DEAR ISTRA — I am back in New York feeling very well & hope this finds you the same. I have been wanting to write to you for quite a while now but there has not been much news of any kind & so I have not written to you. But now I am back working for the Souvenir Company. I hope you are having a good time in Paris it must be a very pretty city & I have often wished to be there perhaps some day I shall go. I [several erasures here] have been reading quite a few books since I got back & think now I shall get on better with my reading. You told me so many things about books & so on & I do appreciate it. In closing, I am yours very sincerely,
WILLIAM WRENN.
There was nothing else he could say. But there were a terrifying number of things he could think as he crouched by the window overlooking West Sixteenth Street, whose dull hue had not changed during the centuries while he had been tramping England. Her smile he remembered — and he cried, “Oh, I want to see her so much.” Her gallant dash through the rain — and again the cry.
At last he cursed himself, “Why don’t you do something that ‘d count for her, and not sit around yammering for her like a fool?”
He worked on his plan to “bring the South into line”— the Souvenir Company’s line. Again and again he sprang up from the writing-table in his hot room when the presence of Istra came and stood compellingly by his chair. But he worked.
The Souvenir Company salesmen had not been able to get from the South the business which the company deserved if right and justice were to prevail. On the steamer from England Mr. Wrenn had conceived the idea that a Dixieland Ink-well, with the Confederate and union flags draped in graceful cast iron, would make an admirable present with which to draw the attention of the Southem trade. The ink-well was to be followed by a series of letters, sent on the slightest provocation, on order or re-order, tactfully hoping the various healths of the Southland were good and the baseball season important; all to insure a welcome to the salesmen on the Southem route.

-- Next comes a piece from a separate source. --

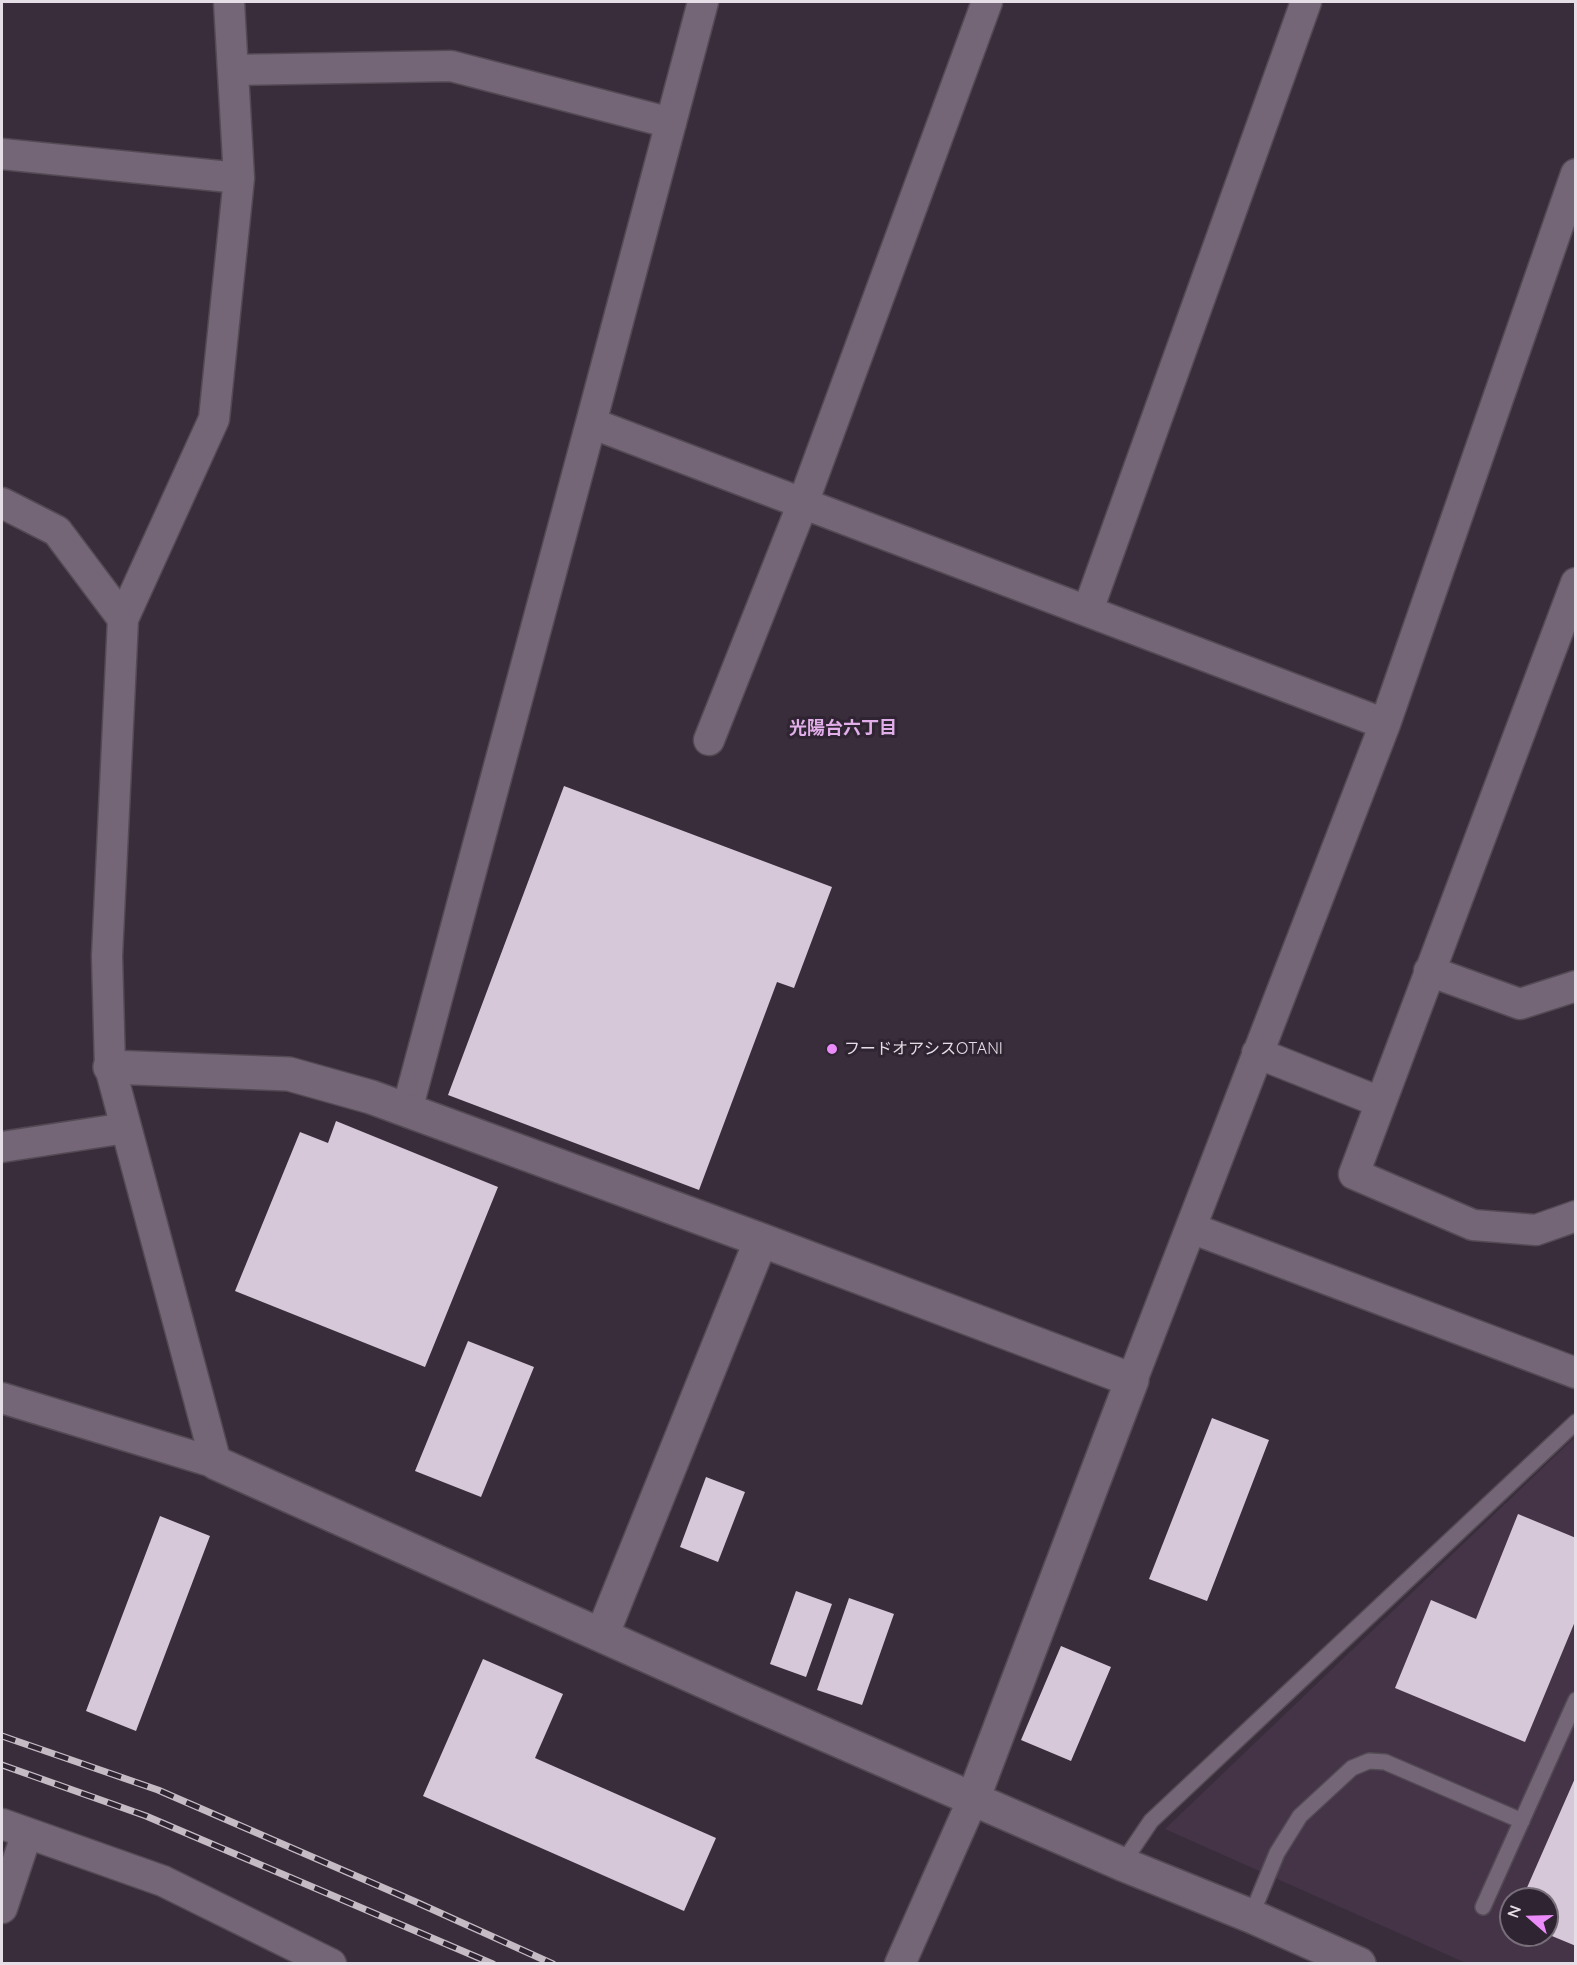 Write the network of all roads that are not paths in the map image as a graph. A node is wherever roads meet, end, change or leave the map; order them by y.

He drew up his letters; he sketched his ink-well; he got up the courage to talk with the office manager. . . . To forget love and the beloved, men have ascended in aeroplanes and conquered African tribes. To forget love, a new, busy, much absorbed Mr. Wrenn, very much Ours, bustled into Mr. Guilfogle’s office, slapped down his papers on the desk, and demanded: “Here’s that plan about gettin’ the South interested that I was telling you about. Say, honest, I’d like awful much to try it on. I’d just have to have part time of one stenographer.”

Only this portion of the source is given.